Tal era el nombre de la casita marrón que el señor Brooke había elegido como hogar para Meg y él. Laurie la había bautizado así porque, según explicaba, era «el nido de amor perfecto para los arrumacos y arrullos de una pareja de tortolitos». Era una casa pequeña con un jardincito detrás y un trozo de césped del tamaño de un pañuelo en el frente. Meg pensaba colocar allí una fuente, un bosquecillo y gran profusión de hermosas flores. Por el momento, un cántaro viejo hacía las veces de fuente, en lugar del bosquecillo se veían unos cuantos alerces recién plantados, que todavía no habían decidido si iban a vivir o a morir, y un montón de palos que indicaban el lugar en el que había una semilla anunciaba la futura profusión de flores. Por dentro, la vivienda era acogedora y la feliz novia no encontró pega que ponerle del sótano al desván. La salita era tan estrecha que era una bendición que no tuvieran piano, ya que no hubiese entrado. En el comedor no cabían más que seis personas muy apretadas, y las escaleras de la cocina parecían construidas con el único propósito de hacer que tanto los sirvientes como la vajilla fuesen a dar a la carbonera. Pero, excepción hecha de esos defectillos, el resto no podía ser más completo, puesto que el buen gusto y el sentido común habían presidido la elección del mobiliario y el resultado era de lo más satisfactorio. En el pequeño recibidor no había ninguna mesa de mármol, grandes espejos o visillos de encaje, sino muebles sencillos, muchos libros, un par de hermosos cuadros, hileras de flores en el saliente de la ventana y, por todas partes, los regalos enviados por sus amistades, aunque lo más valioso no eran los presentes, sino los afectuosos mensajes que los acompañaban.

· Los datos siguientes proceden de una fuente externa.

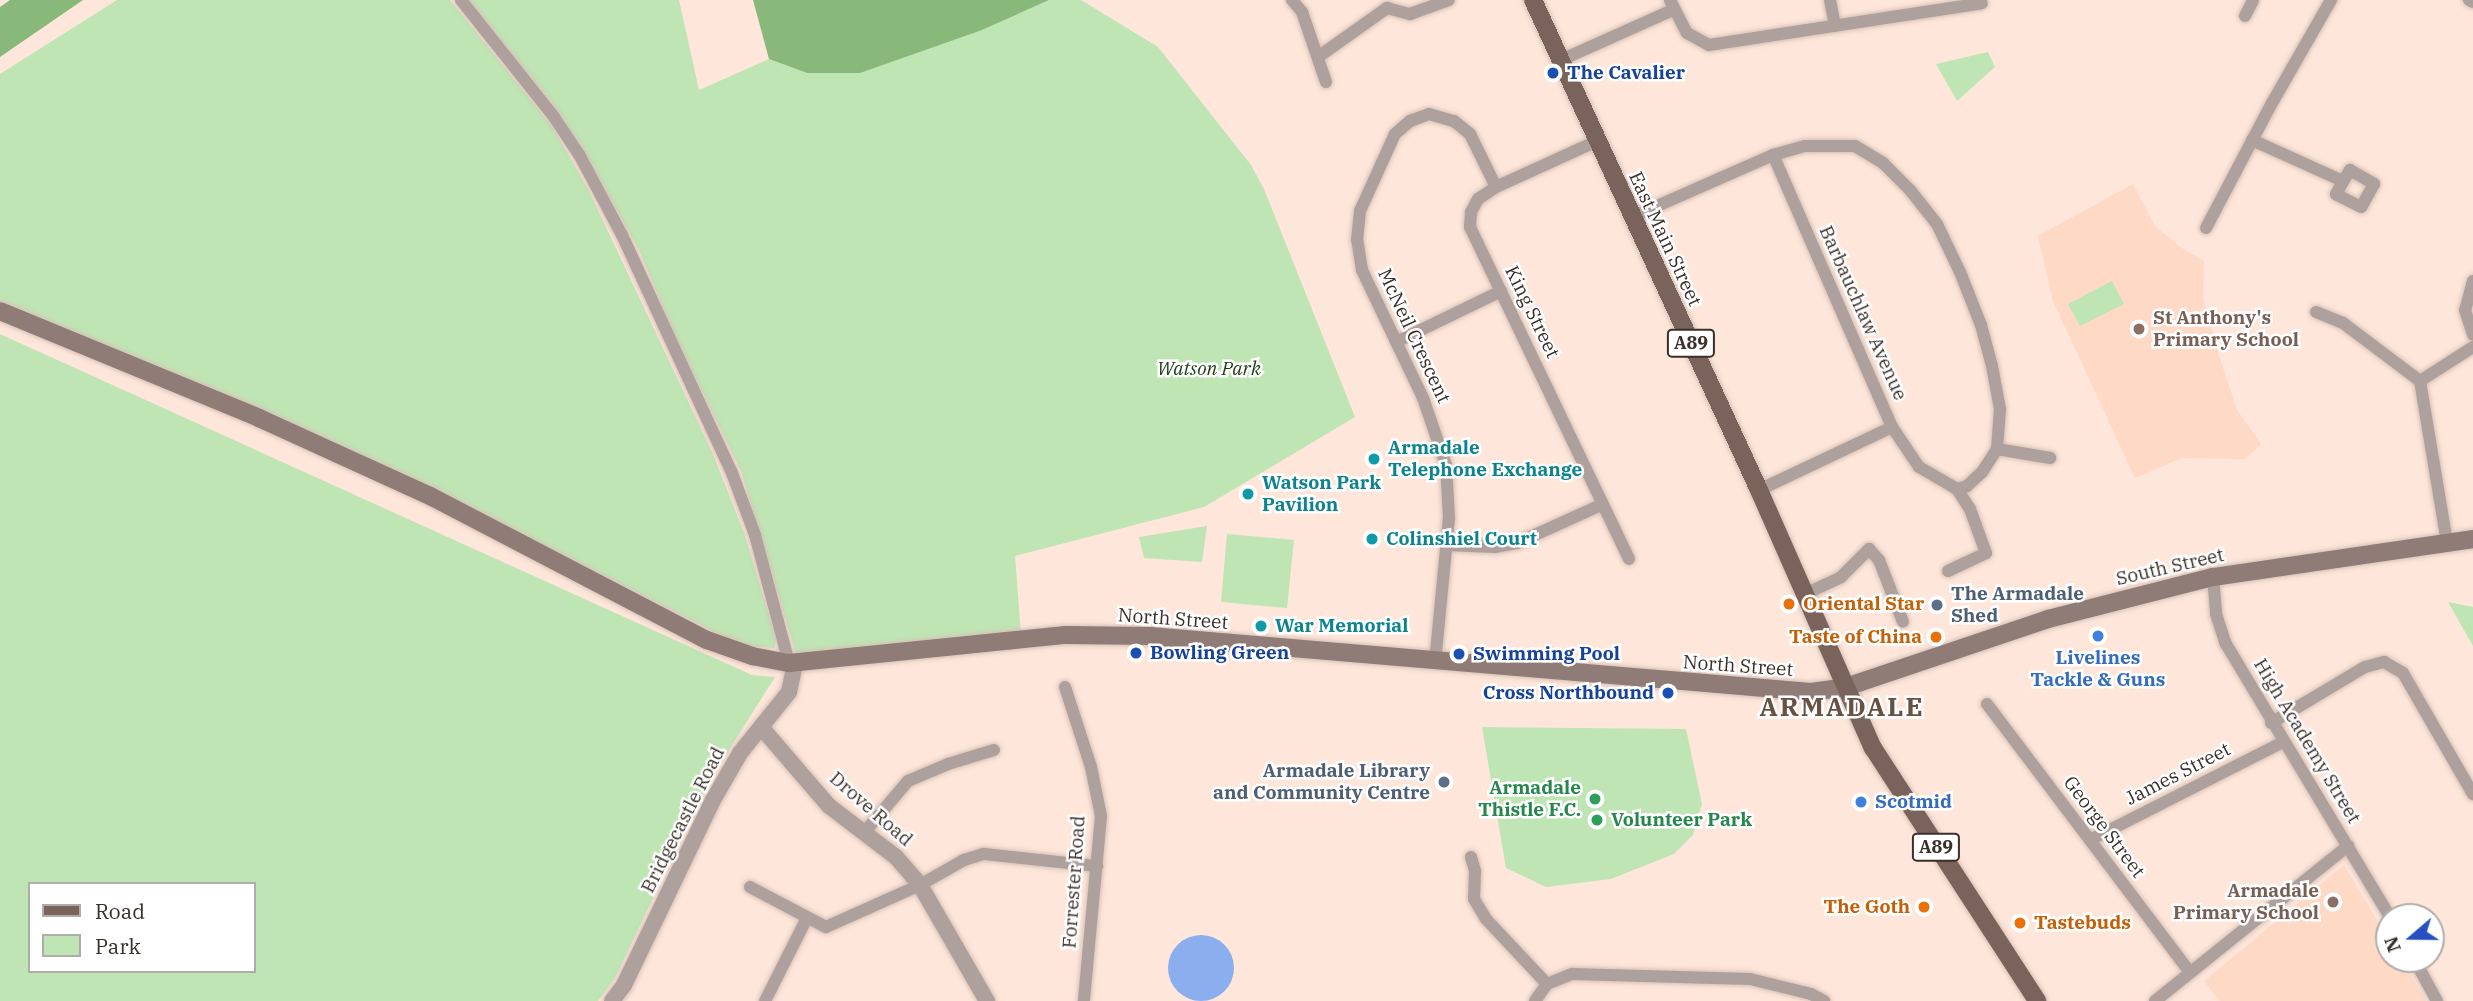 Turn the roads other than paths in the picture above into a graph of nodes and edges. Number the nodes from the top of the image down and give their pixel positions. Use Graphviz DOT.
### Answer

No creo que la blanca escultura de Psique, regalo de Laurie, perdiese un ápice de su belleza porque el señor Brooke hiciese más alto el soporte en el que venía originalmente, ni cabe imaginar mejor estampado para las cortinas de muselina que los artísticos dibujos trazados por Amy. Tampoco creo que haya habido despensa mejor surtida de buenos deseos, palabras alegres y buenos augurios que esa en la que Jo y su madre colocaron las pocas cajas, barriles y fardos de Meg. Y no me cabe duda de que la reluciente y nueva cocina no hubiese estado tan limpia ni hubiese resultado tan acogedora si Hannah no hubiese ordenado las ollas y sartenes por lo menos una docena de veces, y dejado el fuego listo para encenderse en el instante mismo en que «la señora Brooke entrase en casa». Asimismo, dudo que ninguna joven recién casada haya iniciado su vida con un surtido mayor de gamuzas, manoplas de cocina y bolsas de tela, porque Beth hizo suficientes para no tener que adquirir ninguna más hasta las bodas de plata, además de idear tres tipos de trapos distintos especialmente concebidos para secar las piezas de porcelana de la pareja.

La gente que compra todas esas cosas hechas no sabe lo que se pierde, porque las tareas del hogar son mucho más bellas cuando las llevan a cabo unas manos amorosas. La casa de Meg era una excelente prueba de ello porque todo, desde el rodillo hasta el jarrón de plata que decoraba la mesa de la sala, lo habían escogido con amor y ternura.

¡Cuántos momentos felices pasaban haciendo sus planes! ¡Cuántas veces iban de compras, con solemnidad, para terminar con un divertido cúmulo de objetos sin sentido, cómo se reían a costa de los saldos ridículos con que se hacía Laurie! La afición a las bromas del joven era tal que, aun estando a punto de terminar sus estudios universitarios, se comportaba como un niño. Entre sus últimas ocurrencias figuraba el llevar en su visita semanal a la joven pareja un objeto nuevo, útil e ingenioso. Así, les había regalado una bolsa de fantásticas pinzas para la ropa, un magnífico rallador de nuez moscada que se rompió la primera vez que intentaron usarlo, un limpiador para cuchillos que los estropeó todos, un cepillo que, en lugar de limpiar las alfombras, les arrancaba la lana, un jabón que prometía ahorrar trabajo y que, en realidad, despellejaba las manos; colas infalibles que solo pegaban bien los dedos del iluso comprador, y toda clase de objetos de hojalata, desde una hucha para guardar las monedas sueltas hasta una magnífica caldera pensada para limpiar distintos enseres con vapor, pero que corría el riesgo de estallar en pleno proceso.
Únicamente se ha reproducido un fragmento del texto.